Baca Juga
Kehidupan yang serba cepat dan sibuk bisa membuat orangtua lupa diri
saat berkomunikasi dengan anak. Hasilnya, beragam kalimat yang
seharusnya tak didengar buah hati pun menjadi santapan sehari-hari.
Padahal, beberapa kalimat memiliki kemampuan untuk memengaruhi hingga
menyakiti hati si kecil. Berikut ini enam kalimat yang sebaiknya tidak
diucapkan orangtua.
1. “Duh, kamu ini kebangetan…”
Anak-anak, khususnya anak usia dini, memercayai begitu saja apa yang mereka dengar tanpa banyak bertanya. Salah satunya, label negatif yang disematkan pada mereka. kalimat yang melabeli justru akan menjadi pengakuan yang semakin membuat anak yakin bahwa ia memiliki sifat seperti yang “dituduhkan”. Misalnya, ketika anak berlaku kasar terhadap teman dan Anda memarahinya dengan menyebut si kecil “nakal”.

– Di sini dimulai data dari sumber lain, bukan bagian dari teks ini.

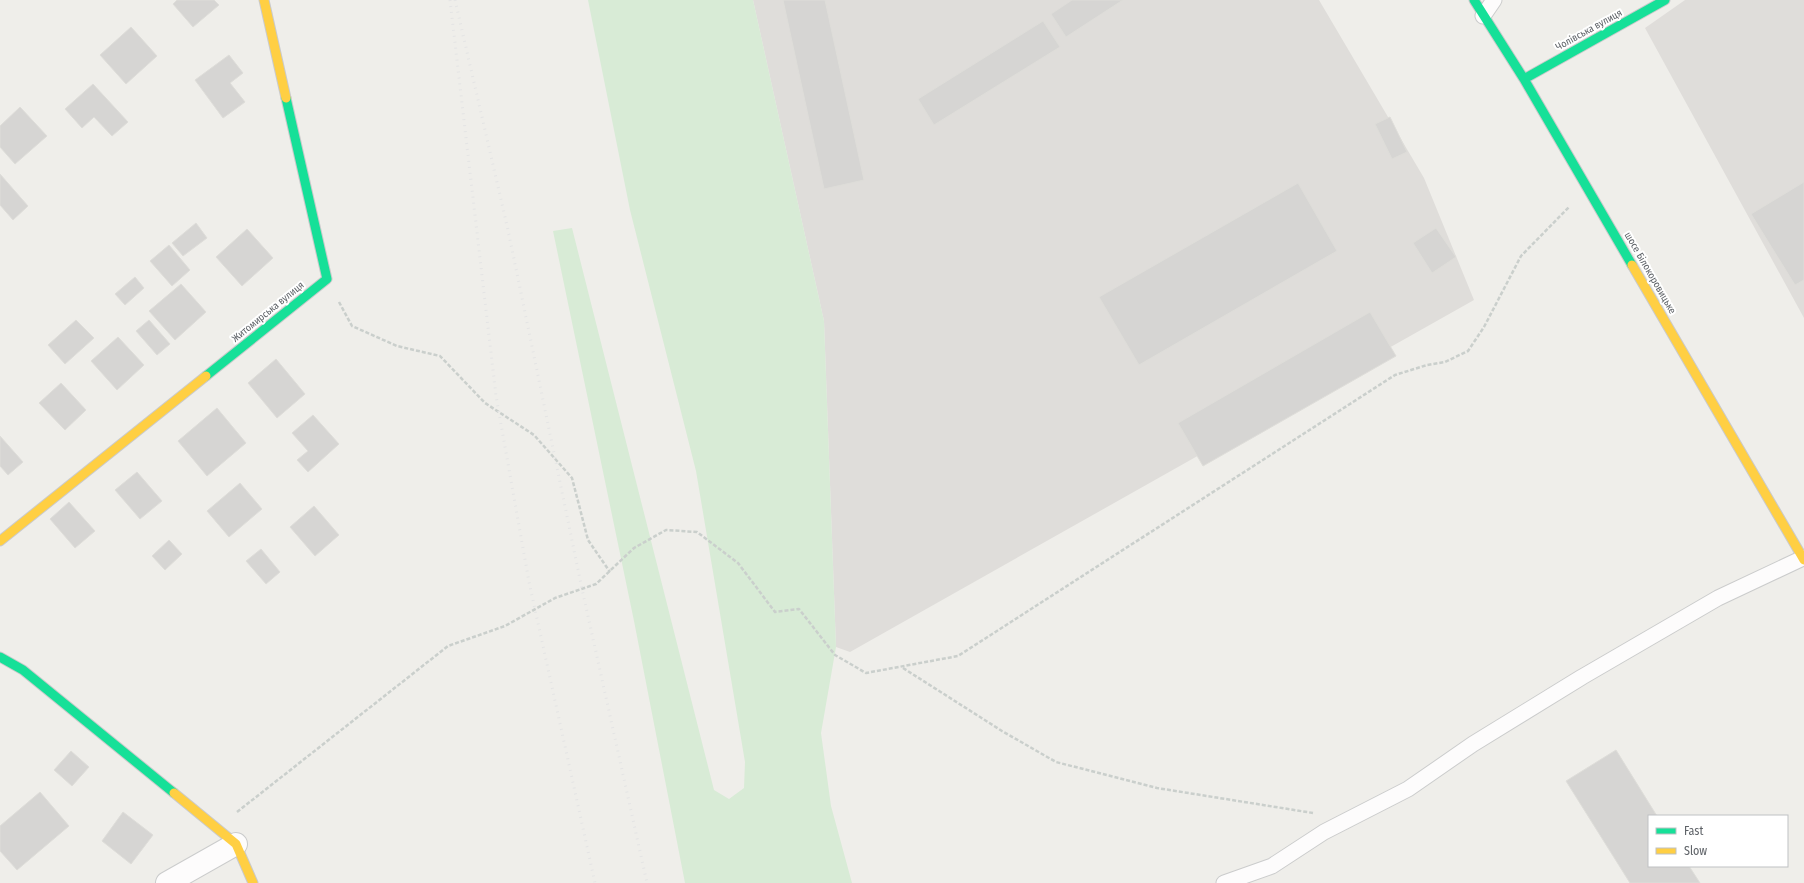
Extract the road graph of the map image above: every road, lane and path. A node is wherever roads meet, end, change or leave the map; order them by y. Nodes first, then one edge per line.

Sebaiknya, Anda memberi tahu bahwa kebiasaan atau perilaku tersebut kurang baik, tanpa menyebut kata sifatnya. Misalnya, “Putri sangat sedih, lo, waktu kamu bilang ke teman lain agar tidak bermain bersama dia. Yuk minta maaf dan hibur.”
2. “Dasar cengeng…”
Menangis adalah cara seorang anak, khususnya anak-anak usia dini, untuk mengekspresikan perasaan mereka. ketika mereka kesal, lelah, atau takut, mereka akan menangis. Wajar memang jika orangtua lebih mengidamkan anak yang jarang menangis. Namun, menyebut anak sebagai cengeng tentu tidak tepat, juga tidak bermanfaat.
Kalimat seperti ini hanya akan mengirimkan pesan ke anak bahwa apa yang dirasakan anak itu tidak tepat. Menangis itu salah. Jadi, alih-alih melontarkan ucapan yang “menyakitkan” seperti itu, sebaiknya kenalkan anak pada emosi yang ia rasakan lebih dulu. Misalnya, “Kamu pasti kesal, ya, waktu Gisel bilang tidak mau lagi berteman. Tidak apa-apa, teman yang lain, kan, masih banyak. Mama juga nanti ikut temani kamu bermain, deh…”

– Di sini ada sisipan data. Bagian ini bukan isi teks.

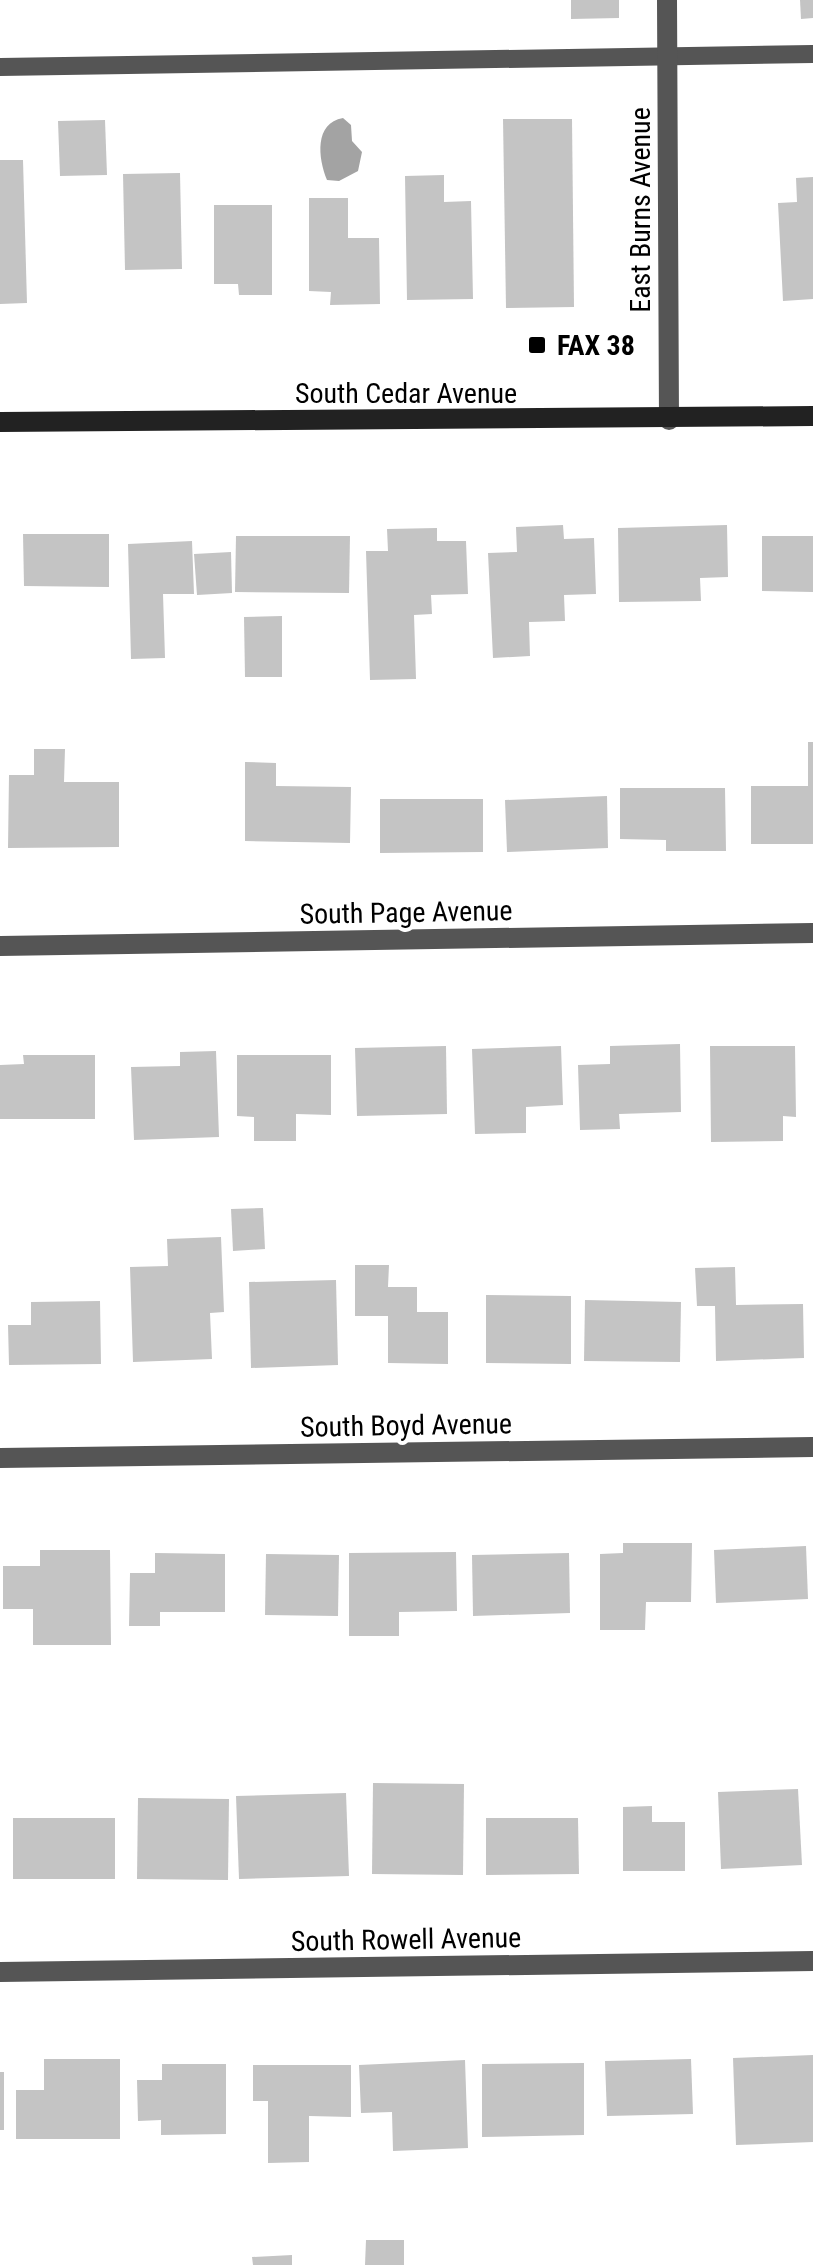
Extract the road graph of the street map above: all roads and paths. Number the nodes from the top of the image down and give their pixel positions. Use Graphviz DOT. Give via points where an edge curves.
graph roads {
  1 [pos="667,0"];
  2 [pos="813,54"];
  3 [pos="667,56"];
  4 [pos="0,68"];
  5 [pos="813,416"];
  6 [pos="669,420"];
  7 [pos="0,422"];
  8 [pos="813,933"];
  9 [pos="0,946"];
  10 [pos="813,1447"];
  11 [pos="0,1458"];
  12 [pos="813,1961"];
  13 [pos="0,1972"];
  1 -- 3 [label="street, East Burns Avenue"];
  2 -- 3 [label="lane"];
  3 -- 4 [label="lane"];
  3 -- 6 [label="street, East Burns Avenue"];
  5 -- 6 [label="main road, South Cedar Avenue"];
  6 -- 7 [label="main road, South Cedar Avenue"];
  8 -- 9 [label="street, South Page Avenue"];
  10 -- 11 [label="street, South Boyd Avenue"];
  12 -- 13 [label="street, South Rowell Avenue"];
}
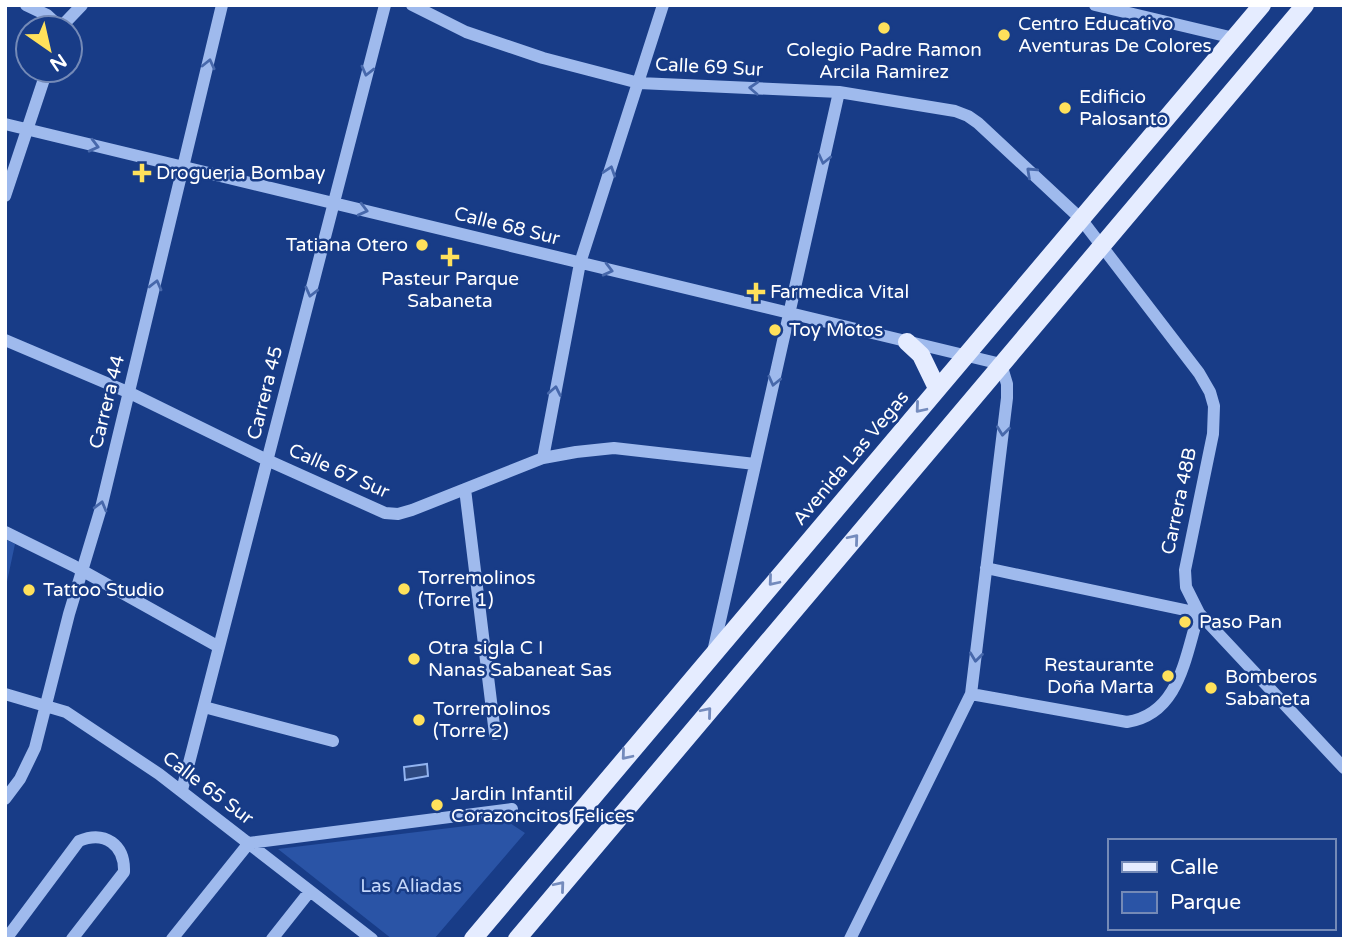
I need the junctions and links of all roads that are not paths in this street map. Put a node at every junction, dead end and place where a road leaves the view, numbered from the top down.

Dengan demikian, Anda telah membantu memberinya kata yang tepat untuk mengekspresikan perasaan.
3. “Contoh, tuh, kakak kamu…”
Jika anak enggan belajar sementara kakaknya tak perlu lagi disuruh untuk mengerjakan PR, bukan berarti Anda bisa langsung membanding-bandingkan keduanya. Pasalnya, kegiatan membanding-bandingkan ini tak selalu berhasil membuat anak terpacu untuk seperti kakaknya.
Membandungkan anak dengan saudara atau teman-temannya menunjukkan bahwa Anda menginginkan anak menjadi seseorang yang berbeda. Bahkan bila sampai memaksa anak untuk mengerjakan sesuatu yang tak ia sukai atau belum saatnya dia lakukan, bisa-bisa membuat anak bingung dan kehilangan kepercayaan dirinya sehingga ia merasa tak disayang dan kecil hati hingga dewasa nanti.

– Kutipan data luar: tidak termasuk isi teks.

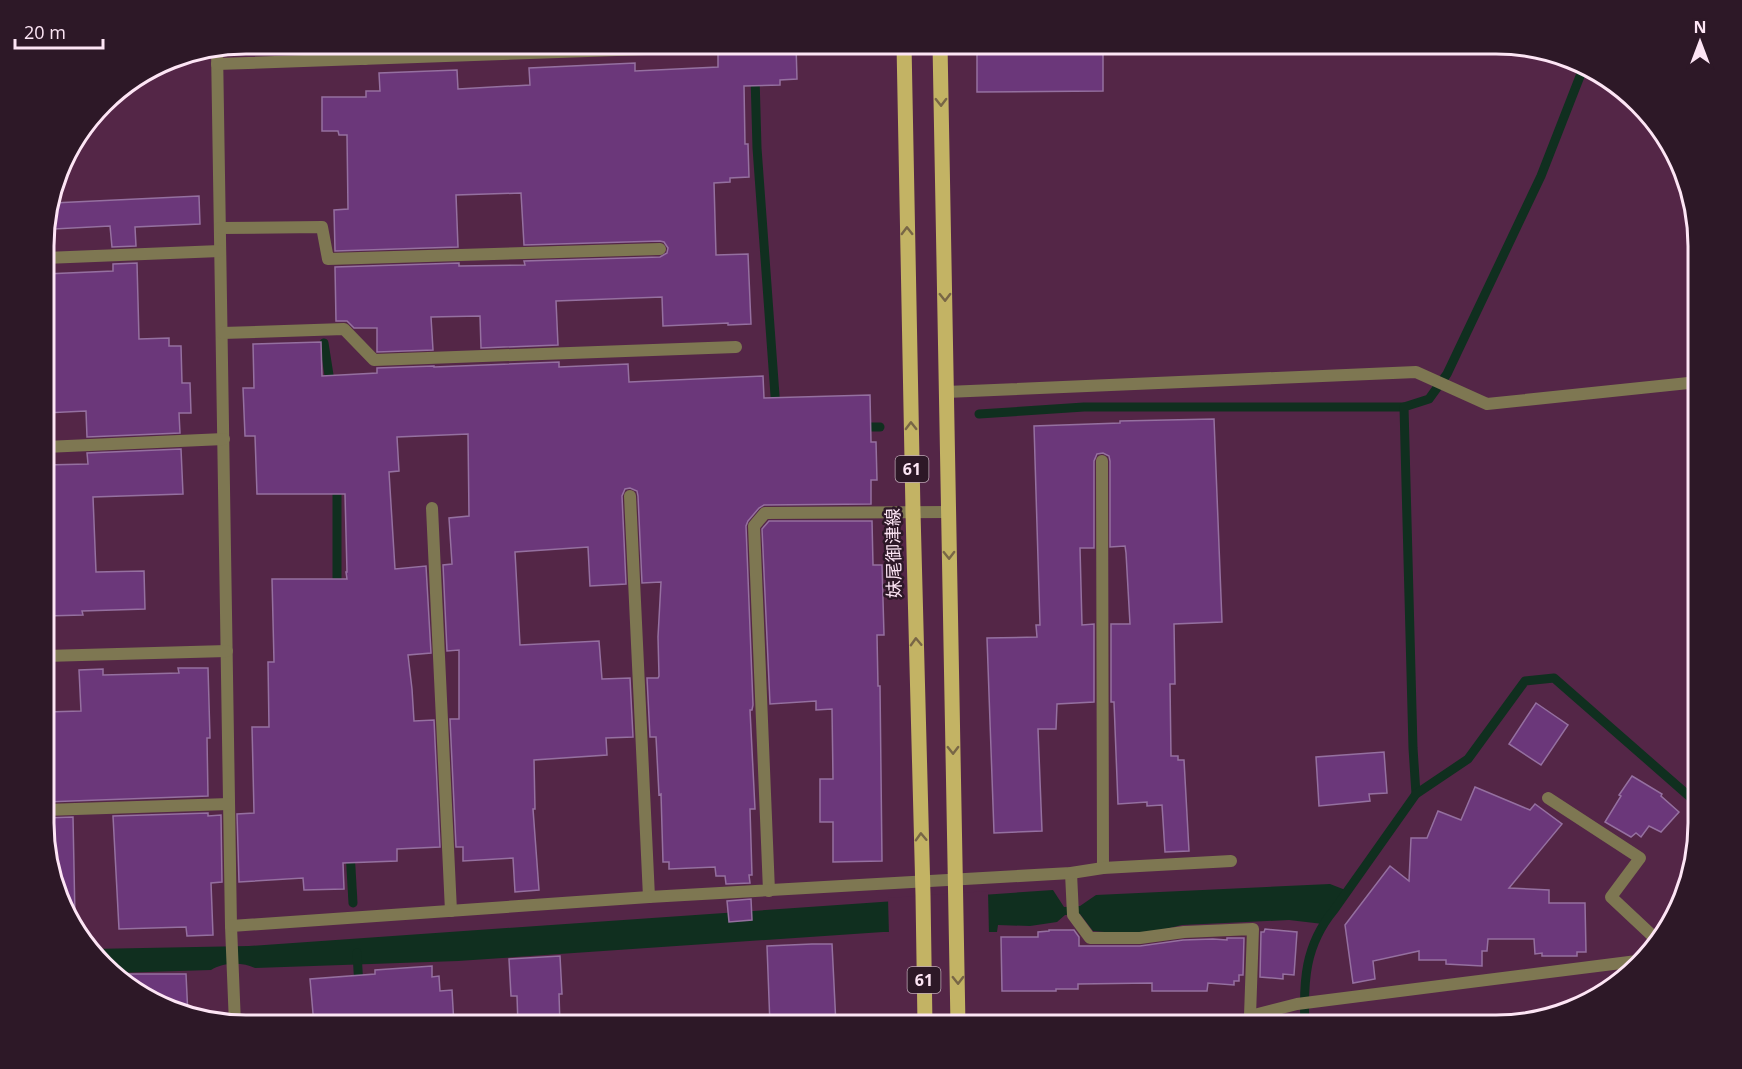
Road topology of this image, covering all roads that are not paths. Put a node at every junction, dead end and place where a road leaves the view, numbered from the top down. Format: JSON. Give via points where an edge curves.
{"nodes":[{"id":1,"x":365,"y":54,"type":"edge"},
{"id":2,"x":506,"y":54,"type":"edge"},
{"id":3,"x":904,"y":54,"type":"edge"},
{"id":4,"x":940,"y":54,"type":"edge"},
{"id":5,"x":217,"y":57,"type":"edge"},
{"id":6,"x":365,"y":59,"type":"junction"},
{"id":7,"x":217,"y":64,"type":"junction"},
{"id":8,"x":220,"y":228,"type":"junction"},
{"id":9,"x":660,"y":249,"type":"dead end"},
{"id":10,"x":220,"y":251,"type":"junction"},
{"id":11,"x":54,"y":258,"type":"edge"},
{"id":12,"x":222,"y":333,"type":"junction"},
{"id":13,"x":736,"y":347,"type":"dead end"},
{"id":14,"x":1688,"y":382,"type":"edge"},
{"id":15,"x":946,"y":392,"type":"junction"},
{"id":16,"x":224,"y":439,"type":"junction"},
{"id":17,"x":54,"y":447,"type":"edge"},
{"id":18,"x":1102,"y":461,"type":"dead end"},
{"id":19,"x":630,"y":496,"type":"dead end"},
{"id":20,"x":432,"y":508,"type":"dead end"},
{"id":21,"x":913,"y":512,"type":"junction"},
{"id":22,"x":948,"y":512,"type":"junction"},
{"id":23,"x":227,"y":651,"type":"junction"},
{"id":24,"x":54,"y":656,"type":"edge"},
{"id":25,"x":1548,"y":798,"type":"dead end"},
{"id":26,"x":229,"y":804,"type":"junction"},
{"id":27,"x":54,"y":810,"type":"edge"},
{"id":28,"x":1231,"y":861,"type":"dead end"},
{"id":29,"x":1103,"y":868,"type":"junction"},
{"id":30,"x":1071,"y":873,"type":"junction"},
{"id":31,"x":956,"y":886,"type":"junction"},
{"id":32,"x":923,"y":888,"type":"junction"},
{"id":33,"x":769,"y":891,"type":"junction"},
{"id":34,"x":649,"y":897,"type":"junction"},
{"id":35,"x":451,"y":911,"type":"junction"},
{"id":36,"x":231,"y":926,"type":"junction"},
{"id":37,"x":1652,"y":935,"type":"edge"},
{"id":38,"x":1628,"y":962,"type":"edge"},
{"id":39,"x":234,"y":1014,"type":"edge"},
{"id":40,"x":925,"y":1015,"type":"edge"},
{"id":41,"x":958,"y":1015,"type":"edge"},
{"id":42,"x":1248,"y":1015,"type":"edge"},
{"id":43,"x":1266,"y":1015,"type":"edge"}],
"edges":[{"from":1,"to":6,"type":"street"},
{"from":2,"to":6,"type":"street"},
{"from":21,"to":3,"type":"main road","name":"妹尾御津線","number":"61","one_way":true},
{"from":4,"to":15,"type":"main road","number":"61","one_way":true},
{"from":5,"to":7,"type":"street"},
{"from":6,"to":7,"type":"street"},
{"from":7,"to":8,"type":"street"},
{"from":8,"to":9,"type":"street","via":[[322,227],[328,259]]},
{"from":8,"to":10,"type":"street"},
{"from":10,"to":11,"type":"street"},
{"from":10,"to":12,"type":"street"},
{"from":12,"to":13,"type":"street","via":[[344,329],[374,360]]},
{"from":12,"to":16,"type":"street"},
{"from":14,"to":15,"type":"street","via":[[1487,404],[1416,372]]},
{"from":15,"to":22,"type":"main road","number":"61"},
{"from":16,"to":17,"type":"street"},
{"from":16,"to":23,"type":"street"},
{"from":18,"to":29,"type":"street"},
{"from":19,"to":34,"type":"street"},
{"from":20,"to":35,"type":"street"},
{"from":21,"to":22,"type":"street"},
{"from":32,"to":21,"type":"main road","name":"妹尾御津線","number":"61","one_way":true},
{"from":21,"to":33,"type":"street","via":[[765,513],[754,526]]},
{"from":22,"to":31,"type":"main road","number":"61","one_way":true},
{"from":23,"to":24,"type":"street"},
{"from":23,"to":26,"type":"street"},
{"from":25,"to":37,"type":"street","via":[[1640,858],[1611,897]]},
{"from":26,"to":27,"type":"street"},
{"from":26,"to":36,"type":"street"},
{"from":28,"to":29,"type":"street"},
{"from":29,"to":30,"type":"street"},
{"from":30,"to":31,"type":"street"},
{"from":30,"to":42,"type":"street","via":[[1073,911],[1090,938],[1253,929]]},
{"from":31,"to":32,"type":"street"},
{"from":31,"to":41,"type":"main road","number":"61","one_way":true},
{"from":32,"to":33,"type":"street"},
{"from":32,"to":40,"type":"main road","name":"妹尾御津線","number":"61"},
{"from":33,"to":34,"type":"street"},
{"from":34,"to":35,"type":"street"},
{"from":35,"to":36,"type":"street"},
{"from":36,"to":39,"type":"street"},
{"from":38,"to":43,"type":"street","via":[[1303,1003]]}]}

Jadi, coba gantilah kalimat Anda dengan kalimat seperti, “Hebat, ya, kalian berdua, makan pagi habis. Mama senang, deh.”
4. “Kamu harusnya bisa lebih pintar…”
Sama halnya membanding-bandingkan, kalimat seperti ini bisa berdampak luar biasa. Ingat, belajar adalah sebuah proses trial and error. Anak boleh jadi tidak tahu bahwa mengambil cokelat dari kulkas bisa dilakukan tanpa perlu membuat kulkas berantakan. Apabila diingatkan dan diberi tahu bagaimana seharusnya ia mengambil dengan baik, tentu akan lebih baik untuk perkembangannya.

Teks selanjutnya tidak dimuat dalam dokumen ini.